As plaintiffs firms grow in scale and expand their areas of practice, leaders at some of the largest plaintiffs firms have started to look at ways of broadening their recruitment resources.

While the tried and tested strategy of capitalizing on the disenchantment of eighth- or ninth-year associates in Big Law is alive and well, many plaintiffs firm leaders are now asking “why should the Am Law 100 dominate the campus recruiting game?”

Instead of a formal summer associate program, plaintiffs boutiques have tended to recruit individual law school students who take the initiative of reaching out to a firm leader to ask if they can tag along in a case, said Specter and Seeger Weiss founding partner Stephen Weiss.

The firm leaders said this method has a self-selecting effect: those who are entrepreneurial enough to make contact on their own accord have a higher likelihood of possessing the mindset of a star trial lawyer.

The Direct Approach

A combination of factors has led to a growing number of law school students circumventing the on-campus interviewing process to reach out directly to plaintiffs firms, according to lawyers interviewed for this story.

For Weiss, it’s more access to information about what life’s like for associates in Big Law and a perception that smaller firms can offer better work-life balance than the mounting billable hour requirements of larger firms.

“A shift in career perspectives may have accelerated during the pandemic,” Weiss said. “Even students in their 20s and 30s have come to recognize that the traditional life of an associate is not quite the glory that had been painted for decades.”

Case in point, Specter, who serves as the faculty adviser for the Plaintiffs Law Association at University of California, Berkeley, School of Law, said he sends students clippings of Law.com stories to paint a portrait of Big Law as a precarious and unsatisfying entry point to the profession.

Whereas Big Law adds new associate classes each year to accommodate client demand, leaders at plaintiffs firms are in no rush, often requiring summer program participants to clerk elsewhere in the same summer before they are offered a full-time spot.

One such firm is Texas-based Arnold & Itkin, which has taken on 1Ls each year since launching a summer clerkship program in 2020. But rather than dominating the students’ summers, leaders at the firm said they limit participation to six weeks in one summer , requiring students to clerk elsewhere to ensure plaintiffs law is how they want to spend their careers.

“We feel we can quickly identify lawyers who are going to be good fit for our firm,” Kurt Arnold, the firm’s founding partner, said in an interview.

“We don’t have a limited number of spots.
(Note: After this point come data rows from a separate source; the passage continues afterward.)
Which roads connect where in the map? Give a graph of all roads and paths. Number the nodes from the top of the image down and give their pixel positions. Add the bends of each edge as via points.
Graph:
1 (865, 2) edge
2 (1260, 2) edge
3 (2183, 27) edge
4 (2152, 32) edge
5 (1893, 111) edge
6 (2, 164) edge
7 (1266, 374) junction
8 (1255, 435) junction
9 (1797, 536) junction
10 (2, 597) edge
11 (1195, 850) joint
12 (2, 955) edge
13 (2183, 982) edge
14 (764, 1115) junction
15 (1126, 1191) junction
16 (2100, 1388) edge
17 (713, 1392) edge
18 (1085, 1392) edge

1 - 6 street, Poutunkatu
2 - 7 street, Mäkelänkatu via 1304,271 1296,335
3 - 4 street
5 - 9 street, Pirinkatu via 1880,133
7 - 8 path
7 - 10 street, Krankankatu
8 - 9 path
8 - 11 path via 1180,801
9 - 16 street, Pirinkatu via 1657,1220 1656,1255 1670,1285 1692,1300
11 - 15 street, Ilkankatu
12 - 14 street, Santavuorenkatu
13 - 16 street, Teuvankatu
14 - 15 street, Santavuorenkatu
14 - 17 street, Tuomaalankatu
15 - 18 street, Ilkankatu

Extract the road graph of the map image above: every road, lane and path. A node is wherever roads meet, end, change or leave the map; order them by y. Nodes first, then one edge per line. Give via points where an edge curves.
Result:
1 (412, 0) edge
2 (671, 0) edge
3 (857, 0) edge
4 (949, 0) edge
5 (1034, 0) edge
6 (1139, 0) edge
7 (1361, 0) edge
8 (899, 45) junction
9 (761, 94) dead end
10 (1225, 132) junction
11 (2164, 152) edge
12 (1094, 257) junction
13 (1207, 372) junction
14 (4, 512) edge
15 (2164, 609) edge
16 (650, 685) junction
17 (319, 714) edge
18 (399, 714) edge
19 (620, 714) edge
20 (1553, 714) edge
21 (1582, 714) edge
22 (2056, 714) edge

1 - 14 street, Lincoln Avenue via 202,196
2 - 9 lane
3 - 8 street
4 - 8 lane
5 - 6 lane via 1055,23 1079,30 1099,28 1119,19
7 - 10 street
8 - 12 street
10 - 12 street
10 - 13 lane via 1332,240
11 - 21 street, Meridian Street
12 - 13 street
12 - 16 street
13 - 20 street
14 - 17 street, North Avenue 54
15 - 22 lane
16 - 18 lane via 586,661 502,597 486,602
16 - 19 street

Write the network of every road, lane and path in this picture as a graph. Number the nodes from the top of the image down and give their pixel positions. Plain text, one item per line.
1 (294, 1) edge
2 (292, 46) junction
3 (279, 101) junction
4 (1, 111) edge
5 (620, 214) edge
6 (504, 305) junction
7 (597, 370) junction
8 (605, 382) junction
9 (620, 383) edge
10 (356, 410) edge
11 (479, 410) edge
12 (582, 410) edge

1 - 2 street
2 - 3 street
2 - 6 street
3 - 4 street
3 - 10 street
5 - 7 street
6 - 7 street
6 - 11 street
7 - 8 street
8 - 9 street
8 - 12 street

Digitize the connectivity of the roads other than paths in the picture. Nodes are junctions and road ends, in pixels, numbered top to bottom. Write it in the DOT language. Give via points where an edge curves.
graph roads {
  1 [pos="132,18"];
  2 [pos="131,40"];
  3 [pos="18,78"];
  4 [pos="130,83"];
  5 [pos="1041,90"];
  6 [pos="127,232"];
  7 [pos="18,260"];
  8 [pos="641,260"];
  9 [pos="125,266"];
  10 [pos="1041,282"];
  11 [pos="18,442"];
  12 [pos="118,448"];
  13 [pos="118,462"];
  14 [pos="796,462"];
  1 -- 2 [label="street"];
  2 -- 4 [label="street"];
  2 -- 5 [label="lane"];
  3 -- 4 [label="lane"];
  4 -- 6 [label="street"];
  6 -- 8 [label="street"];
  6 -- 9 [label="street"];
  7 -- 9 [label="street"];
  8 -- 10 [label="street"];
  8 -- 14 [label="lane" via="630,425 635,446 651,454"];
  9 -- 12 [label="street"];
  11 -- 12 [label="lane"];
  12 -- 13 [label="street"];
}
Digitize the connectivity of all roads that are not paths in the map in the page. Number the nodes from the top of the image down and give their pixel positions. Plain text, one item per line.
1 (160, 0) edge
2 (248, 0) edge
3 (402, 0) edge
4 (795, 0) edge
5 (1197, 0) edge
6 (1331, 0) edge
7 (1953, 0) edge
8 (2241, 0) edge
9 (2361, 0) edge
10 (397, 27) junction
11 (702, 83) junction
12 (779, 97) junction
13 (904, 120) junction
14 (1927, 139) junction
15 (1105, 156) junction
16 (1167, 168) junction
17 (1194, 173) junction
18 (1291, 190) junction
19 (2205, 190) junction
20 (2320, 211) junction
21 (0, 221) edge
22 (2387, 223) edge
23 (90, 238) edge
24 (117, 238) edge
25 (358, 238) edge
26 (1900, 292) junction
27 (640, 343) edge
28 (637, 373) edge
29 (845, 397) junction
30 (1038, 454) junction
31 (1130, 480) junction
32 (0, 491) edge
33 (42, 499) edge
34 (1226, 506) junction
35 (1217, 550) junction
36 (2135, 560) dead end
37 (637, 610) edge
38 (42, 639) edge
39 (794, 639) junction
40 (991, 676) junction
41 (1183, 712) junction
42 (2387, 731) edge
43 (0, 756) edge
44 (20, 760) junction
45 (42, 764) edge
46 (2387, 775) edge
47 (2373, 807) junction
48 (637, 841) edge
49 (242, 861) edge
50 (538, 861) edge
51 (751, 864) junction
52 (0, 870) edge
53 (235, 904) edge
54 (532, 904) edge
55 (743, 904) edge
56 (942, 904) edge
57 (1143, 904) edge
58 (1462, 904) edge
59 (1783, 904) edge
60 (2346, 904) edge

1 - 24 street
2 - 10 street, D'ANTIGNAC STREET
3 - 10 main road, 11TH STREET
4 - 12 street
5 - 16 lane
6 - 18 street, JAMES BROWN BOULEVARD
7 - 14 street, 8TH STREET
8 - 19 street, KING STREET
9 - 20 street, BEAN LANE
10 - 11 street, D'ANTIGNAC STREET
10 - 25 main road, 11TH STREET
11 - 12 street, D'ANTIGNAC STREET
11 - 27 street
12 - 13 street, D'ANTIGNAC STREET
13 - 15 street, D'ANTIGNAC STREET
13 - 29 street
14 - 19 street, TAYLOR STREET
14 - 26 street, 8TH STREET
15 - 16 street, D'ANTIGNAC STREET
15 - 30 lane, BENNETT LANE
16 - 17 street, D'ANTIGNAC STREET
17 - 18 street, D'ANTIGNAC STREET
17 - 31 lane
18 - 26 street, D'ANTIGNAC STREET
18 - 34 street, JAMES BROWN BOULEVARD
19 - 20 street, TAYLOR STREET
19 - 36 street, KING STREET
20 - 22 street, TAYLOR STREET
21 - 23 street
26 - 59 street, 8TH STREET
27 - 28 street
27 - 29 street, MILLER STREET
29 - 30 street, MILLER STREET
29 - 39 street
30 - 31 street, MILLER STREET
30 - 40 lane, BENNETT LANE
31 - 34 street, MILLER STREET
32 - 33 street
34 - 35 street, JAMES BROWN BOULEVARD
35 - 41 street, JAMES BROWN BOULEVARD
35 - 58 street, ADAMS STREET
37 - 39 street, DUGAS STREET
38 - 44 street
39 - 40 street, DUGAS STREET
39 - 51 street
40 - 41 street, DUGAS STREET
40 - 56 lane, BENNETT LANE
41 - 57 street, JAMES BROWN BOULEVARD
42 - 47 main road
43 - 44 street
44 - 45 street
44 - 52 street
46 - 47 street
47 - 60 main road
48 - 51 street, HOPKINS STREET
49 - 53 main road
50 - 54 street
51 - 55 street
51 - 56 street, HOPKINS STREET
We’re just looking for the best talent,” Arnold said. ”We’re trying to invest in them so they’re off handling their own cases, handling their own dockets, whereas a big firm model relies on natural attrition.”

Not every plaintiffs firm can target law schools for recruitment as can 50-lawyer Kline & Specter and 32-lawyer Arnold & Itkin, whose range of services and size exceed most plaintiffs firms and therefore demand a more aggressive hiring cycle.

And the compensation differences between boutiques and Big Law continue to play a prohibitive role, despite efforts to make base compensation for first-years more comparable.

“Historically, plaintiffs firms pay lower base salaries,” Arnold said, pointing to their smaller practices. ”But they have potential to make it up with bonuses. We’re going to pay the highest in our regional markets. If you do great work, you can do much better.”

Thirty years ago, Arnold said it wasn’t uncommon for big firms to carry flat-rate dockets in which young lawyers would try cases at a fraction of what would be billed for a big-ticket case.

Because of rate and profitability pressures that have mounted in the years since, Arnold said it’s more common for modern-day Big Law associates to find themselves performing menial document review while their counterparts at plaintiffs firms are serving as first chair in a litigation.

“The average seventh-year associate at Big Law is maybe taking 10 depositions, whereas our seventh-year person has done hundreds of depositions,” Arnold said.